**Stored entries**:
================================

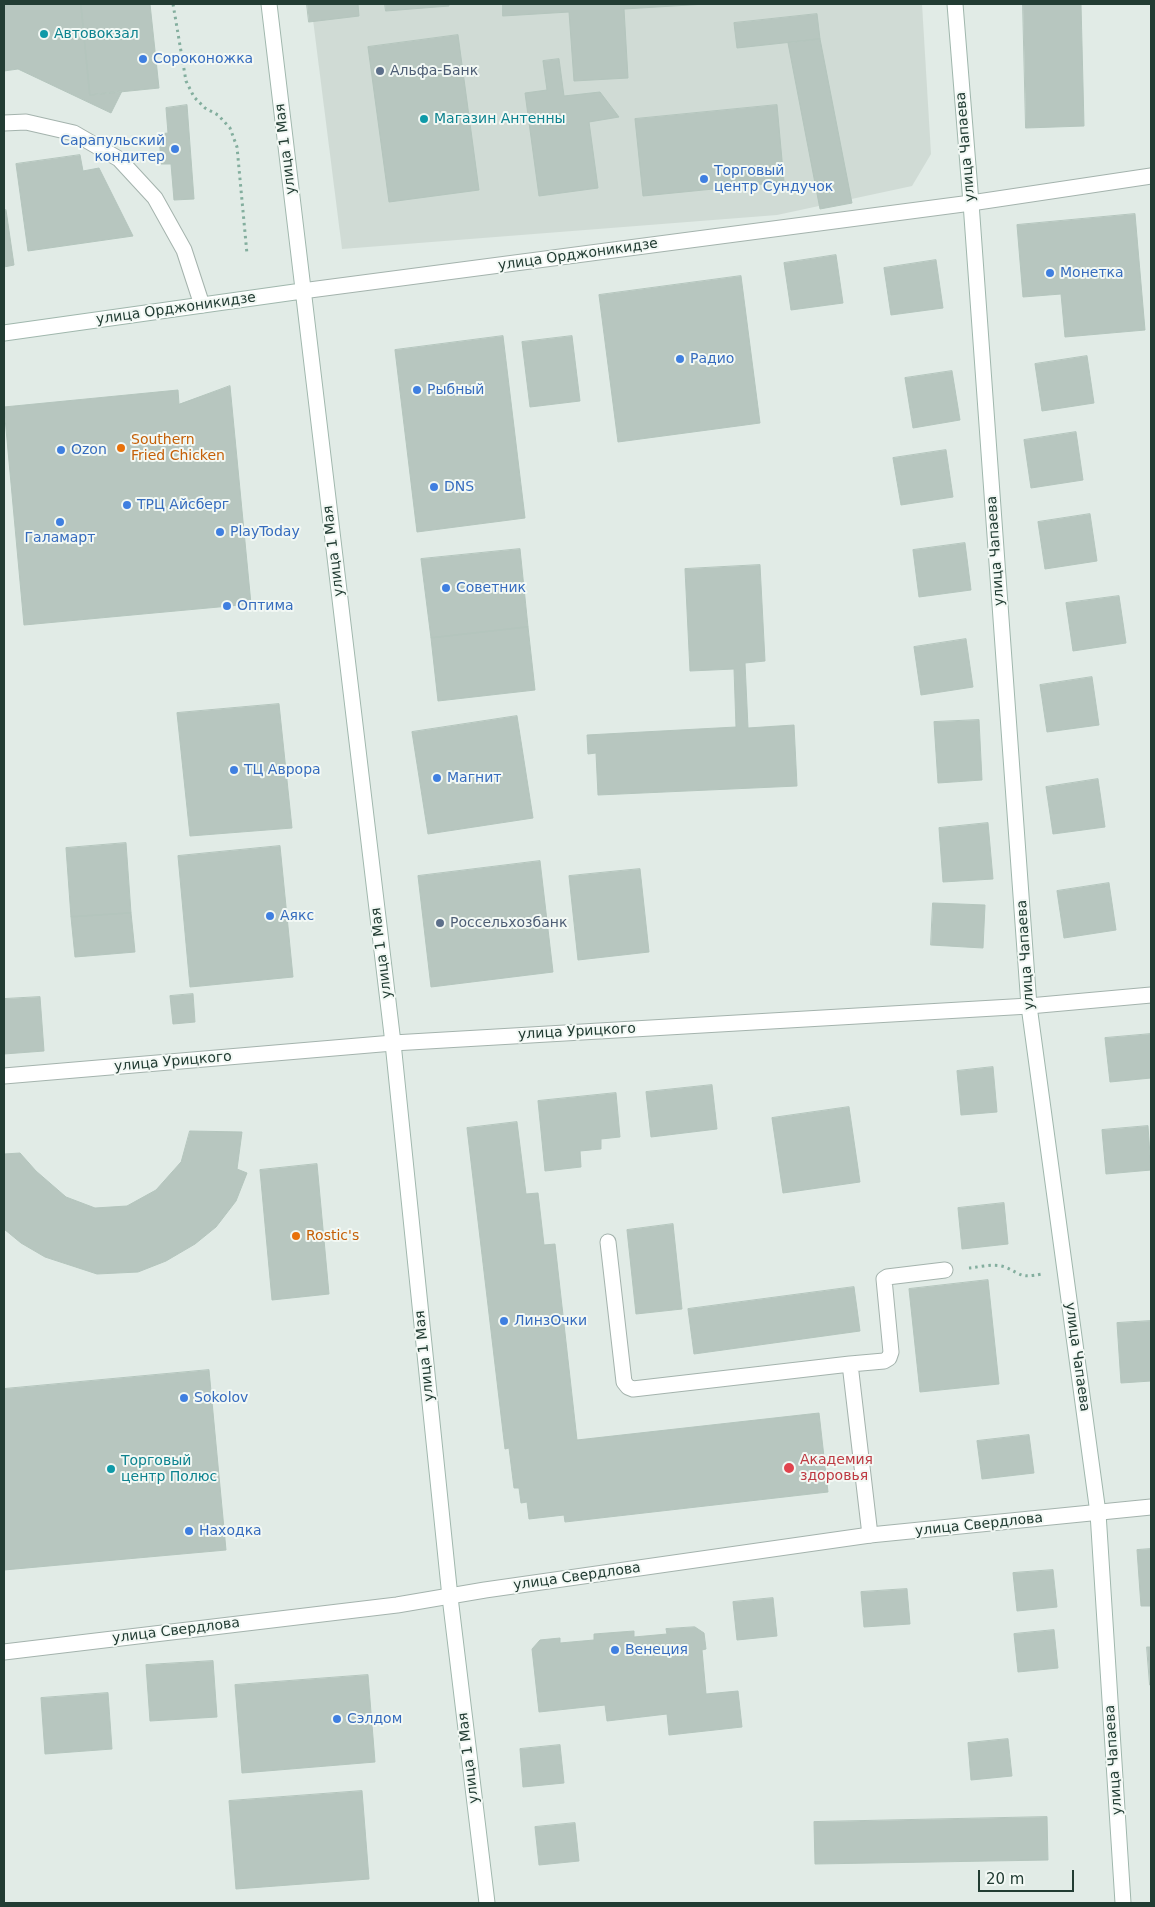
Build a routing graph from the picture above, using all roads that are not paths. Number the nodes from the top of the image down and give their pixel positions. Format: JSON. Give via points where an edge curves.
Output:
{"nodes":[{"id":1,"x":269,"y":4,"type":"edge"},
{"id":2,"x":954,"y":4,"type":"edge"},
{"id":3,"x":4,"y":123,"type":"edge"},
{"id":4,"x":1151,"y":176,"type":"edge"},
{"id":5,"x":971,"y":203,"type":"junction"},
{"id":6,"x":302,"y":291,"type":"junction"},
{"id":7,"x":202,"y":305,"type":"junction"},
{"id":8,"x":4,"y":333,"type":"edge"},
{"id":9,"x":1151,"y":995,"type":"edge"},
{"id":10,"x":1029,"y":1006,"type":"junction"},
{"id":11,"x":393,"y":1043,"type":"junction"},
{"id":12,"x":4,"y":1076,"type":"edge"},
{"id":13,"x":608,"y":1242,"type":"dead end"},
{"id":14,"x":945,"y":1270,"type":"dead end"},
{"id":15,"x":850,"y":1364,"type":"junction"},
{"id":16,"x":1151,"y":1507,"type":"edge"},
{"id":17,"x":1098,"y":1513,"type":"junction"},
{"id":18,"x":870,"y":1535,"type":"junction"},
{"id":19,"x":450,"y":1597,"type":"junction"},
{"id":20,"x":4,"y":1652,"type":"edge"},
{"id":21,"x":487,"y":1903,"type":"edge"},
{"id":22,"x":1122,"y":1903,"type":"edge"}],
"edges":[{"from":1,"to":6,"type":"main road","name":"улица 1 Мая"},
{"from":2,"to":5,"type":"main road","name":"улица Чапаева"},
{"from":3,"to":7,"type":"main road","via":[[26,122],[74,133],[119,159],[155,198],[184,250]]},
{"from":4,"to":5,"type":"main road","name":"улица Орджоникидзе"},
{"from":5,"to":6,"type":"main road","name":"улица Орджоникидзе"},
{"from":5,"to":10,"type":"main road","name":"улица Чапаева"},
{"from":6,"to":7,"type":"main road","name":"улица Орджоникидзе"},
{"from":6,"to":11,"type":"main road","name":"улица 1 Мая"},
{"from":7,"to":8,"type":"main road","name":"улица Орджоникидзе"},
{"from":9,"to":10,"type":"main road","name":"улица Урицкого"},
{"from":10,"to":11,"type":"main road","name":"улица Урицкого"},
{"from":10,"to":17,"type":"main road","name":"улица Чапаева"},
{"from":11,"to":12,"type":"main road","name":"улица Урицкого"},
{"from":11,"to":19,"type":"main road","name":"улица 1 Мая"},
{"from":13,"to":15,"type":"main road","via":[[624,1382],[628,1387],[633,1389]]},
{"from":14,"to":15,"type":"main road","via":[[884,1279],[889,1358]]},
{"from":15,"to":18,"type":"main road"},
{"from":16,"to":17,"type":"main road","name":"улица Свердлова"},
{"from":17,"to":18,"type":"main road","name":"улица Свердлова"},
{"from":17,"to":22,"type":"main road","name":"улица Чапаева"},
{"from":18,"to":19,"type":"main road","name":"улица Свердлова"},
{"from":19,"to":20,"type":"main road","name":"улица Свердлова"},
{"from":19,"to":21,"type":"main road","name":"улица 1 Мая"}]}
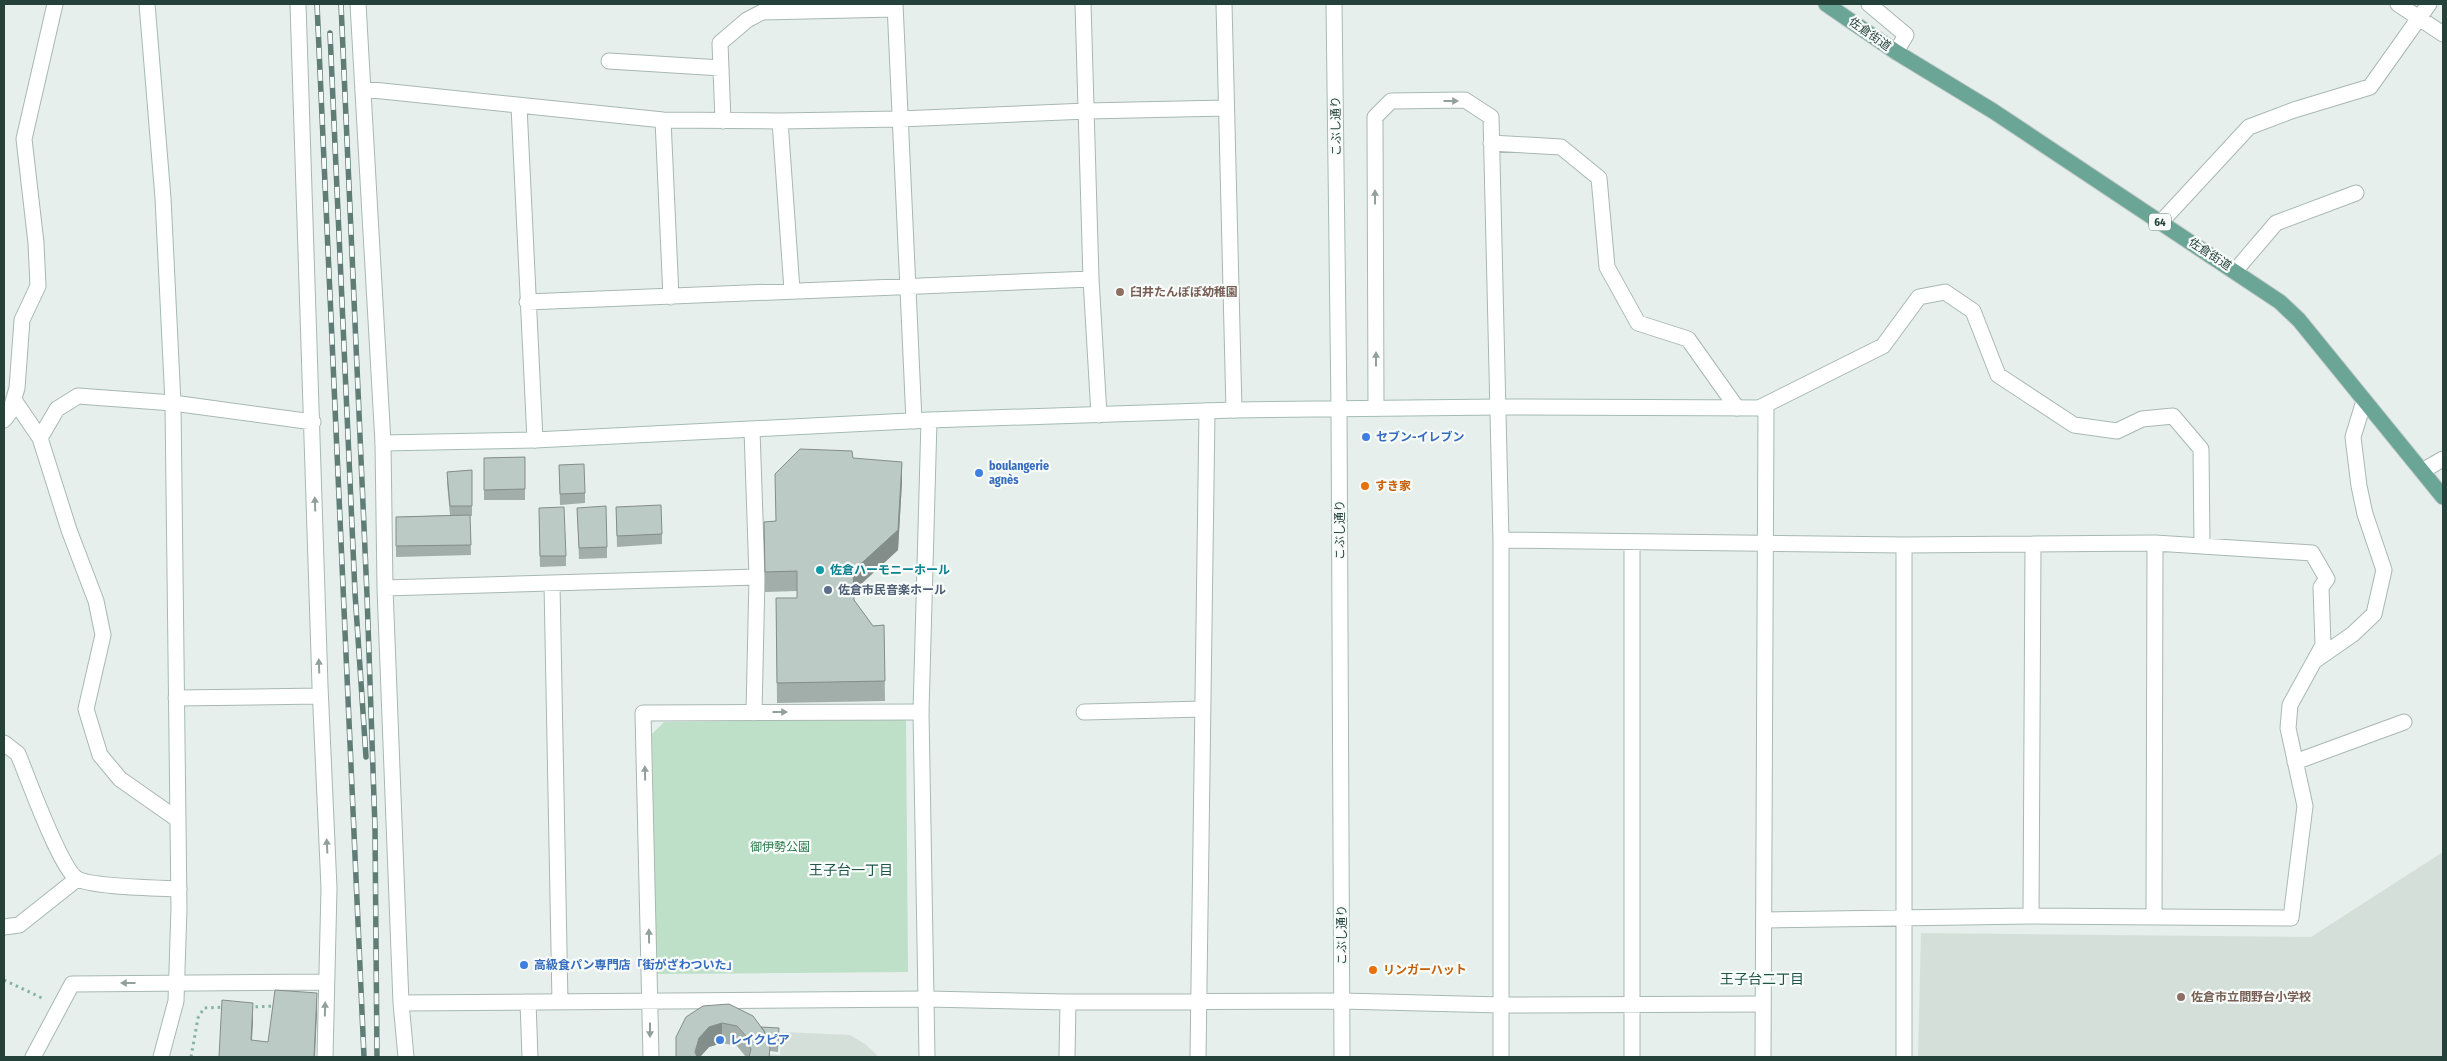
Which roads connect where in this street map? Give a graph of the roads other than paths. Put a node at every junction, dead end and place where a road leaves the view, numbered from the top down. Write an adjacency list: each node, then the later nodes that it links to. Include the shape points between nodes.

================================

**About this task**:
Search the data for "where". Copy each line that has it.

**Your solution**:
Build a routing graph from the picture above, using all roads that are not paths. Number the nodes from the top of the image down and give their pixel positions. Format: JSON. Give via points where an edge curves.
Which roads connect where in this street map? Give a graph of the roads other than paths. Put a node at every junction, dead end and place where a road leaves the view, numbered from the top down. Write an adjacency list: each node, then the later nodes that it links to. Include the shape points between nodes.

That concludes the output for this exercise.